» WHAT YOU ARE ASKED TO DO
Your task is to give the number of lines in the listing that include "nodes", and nothing else.

» GIVEN INFORMATION
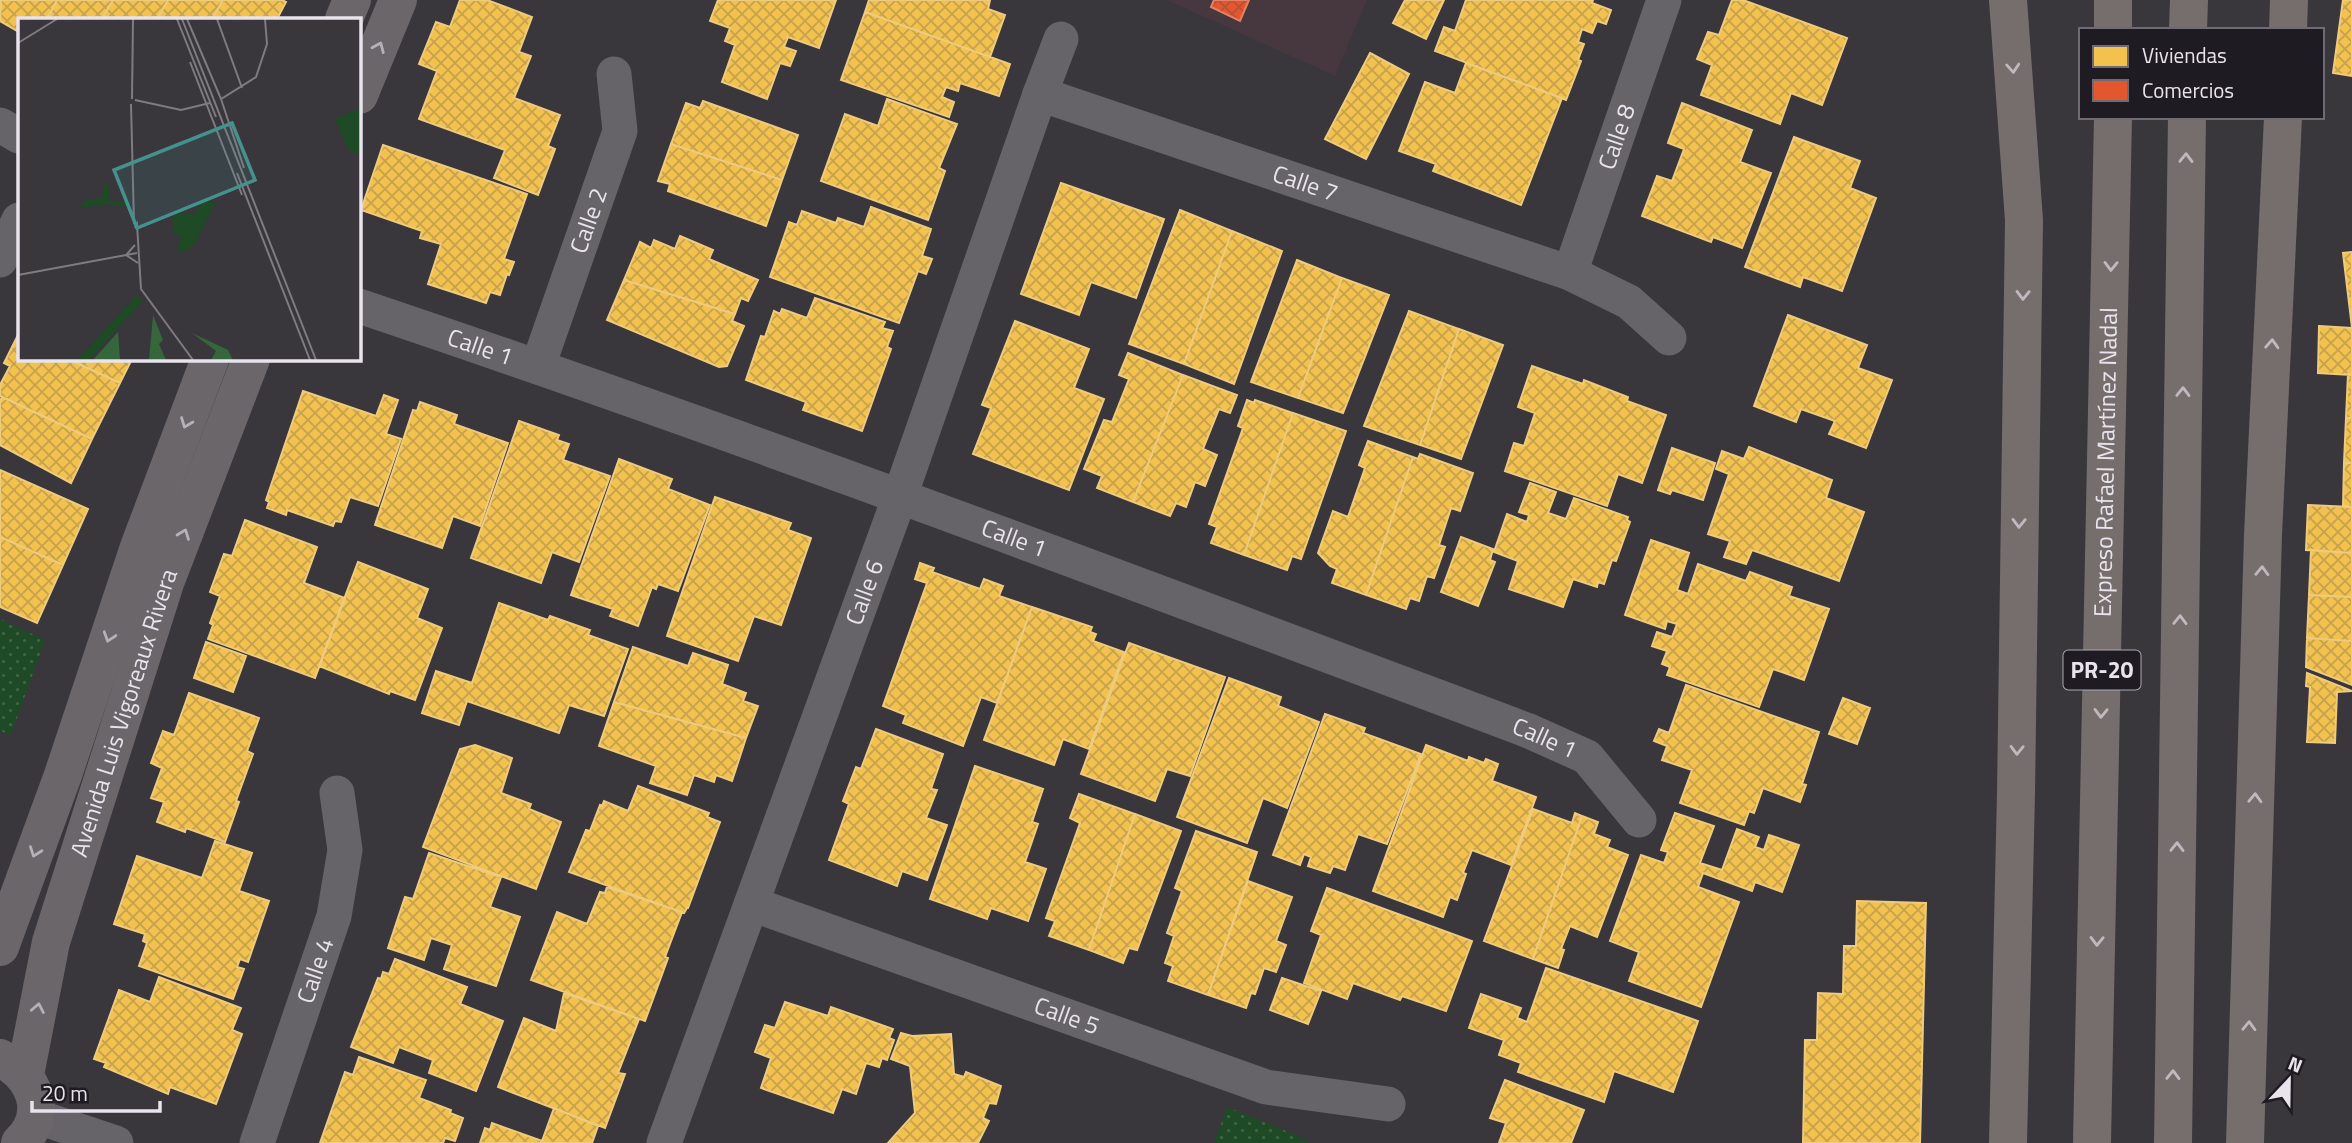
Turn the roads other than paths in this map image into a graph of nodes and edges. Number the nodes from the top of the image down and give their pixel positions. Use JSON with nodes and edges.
{"nodes":[{"id":1,"x":352,"y":0,"type":"edge"},
{"id":2,"x":398,"y":0,"type":"edge"},
{"id":3,"x":1664,"y":0,"type":"edge"},
{"id":4,"x":2008,"y":0,"type":"edge"},
{"id":5,"x":2113,"y":0,"type":"edge"},
{"id":6,"x":2189,"y":0,"type":"edge"},
{"id":7,"x":344,"y":18,"type":"edge"},
{"id":8,"x":2113,"y":28,"type":"edge"},
{"id":9,"x":2188,"y":28,"type":"edge"},
{"id":10,"x":1061,"y":39,"type":"dead end"},
{"id":11,"x":614,"y":74,"type":"dead end"},
{"id":12,"x":360,"y":93,"type":"edge"},
{"id":13,"x":1040,"y":94,"type":"junction"},
{"id":14,"x":2113,"y":119,"type":"edge"},
{"id":15,"x":2187,"y":119,"type":"edge"},
{"id":16,"x":2283,"y":119,"type":"edge"},
{"id":17,"x":0,"y":125,"type":"edge"},
{"id":18,"x":18,"y":135,"type":"edge"},
{"id":19,"x":18,"y":222,"type":"edge"},
{"id":20,"x":0,"y":260,"type":"edge"},
{"id":21,"x":1570,"y":273,"type":"junction"},
{"id":22,"x":360,"y":306,"type":"edge"},
{"id":23,"x":1669,"y":338,"type":"dead end"},
{"id":24,"x":210,"y":360,"type":"edge"},
{"id":25,"x":251,"y":360,"type":"edge"},
{"id":26,"x":538,"y":366,"type":"junction"},
{"id":27,"x":900,"y":496,"type":"junction"},
{"id":28,"x":337,"y":793,"type":"dead end"},
{"id":29,"x":1639,"y":820,"type":"dead end"},
{"id":30,"x":752,"y":904,"type":"junction"},
{"id":31,"x":0,"y":947,"type":"edge"},
{"id":32,"x":13,"y":1067,"type":"edge"},
{"id":33,"x":1388,"y":1104,"type":"dead end"},
{"id":34,"x":27,"y":1130,"type":"edge"},
{"id":35,"x":116,"y":1143,"type":"edge"},
{"id":36,"x":257,"y":1143,"type":"edge"},
{"id":37,"x":664,"y":1143,"type":"edge"},
{"id":38,"x":2008,"y":1143,"type":"edge"},
{"id":39,"x":2092,"y":1143,"type":"edge"},
{"id":40,"x":2172,"y":1143,"type":"edge"},
{"id":41,"x":2245,"y":1143,"type":"edge"}],
"edges":[{"from":1,"to":7,"type":"main road"},
{"from":12,"to":2,"type":"main road","one_way":true},
{"from":3,"to":21,"type":"street","name":"Calle 8"},
{"from":4,"to":38,"type":"highway","one_way":true},
{"from":5,"to":8,"type":"highway"},
{"from":6,"to":9,"type":"highway"},
{"from":10,"to":13,"type":"street","name":"Calle 6"},
{"from":11,"to":26,"type":"street","name":"Calle 2"},
{"from":13,"to":21,"type":"street","name":"Calle 7"},
{"from":13,"to":27,"type":"street","name":"Calle 6"},
{"from":14,"to":39,"type":"highway","name":"Expreso Rafael Martínez Nadal","number":"PR-20","one_way":true},
{"from":40,"to":15,"type":"highway","one_way":true},
{"from":41,"to":16,"type":"highway","one_way":true},
{"from":17,"to":18,"type":"street"},
{"from":19,"to":20,"type":"street"},
{"from":21,"to":23,"type":"street","name":"Calle 7"},
{"from":22,"to":26,"type":"street","name":"Calle 1"},
{"from":24,"to":31,"type":"main road","name":"Avenida Luis Vigoreaux Rivera","one_way":true},
{"from":32,"to":25,"type":"main road","name":"Avenida Luis Vigoreaux Rivera","one_way":true},
{"from":26,"to":27,"type":"street","name":"Calle 1"},
{"from":27,"to":29,"type":"street","name":"Calle 1"},
{"from":27,"to":30,"type":"street","name":"Calle 6"},
{"from":28,"to":36,"type":"street","name":"Calle 4"},
{"from":30,"to":33,"type":"street","name":"Calle 5"},
{"from":30,"to":37,"type":"street","name":"Calle 6"},
{"from":32,"to":34,"type":"main road","name":"Avenida Luis Vigoreaux Rivera"},
{"from":34,"to":35,"type":"street"}]}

» SOLUTION FOR THIS PROBLEM
2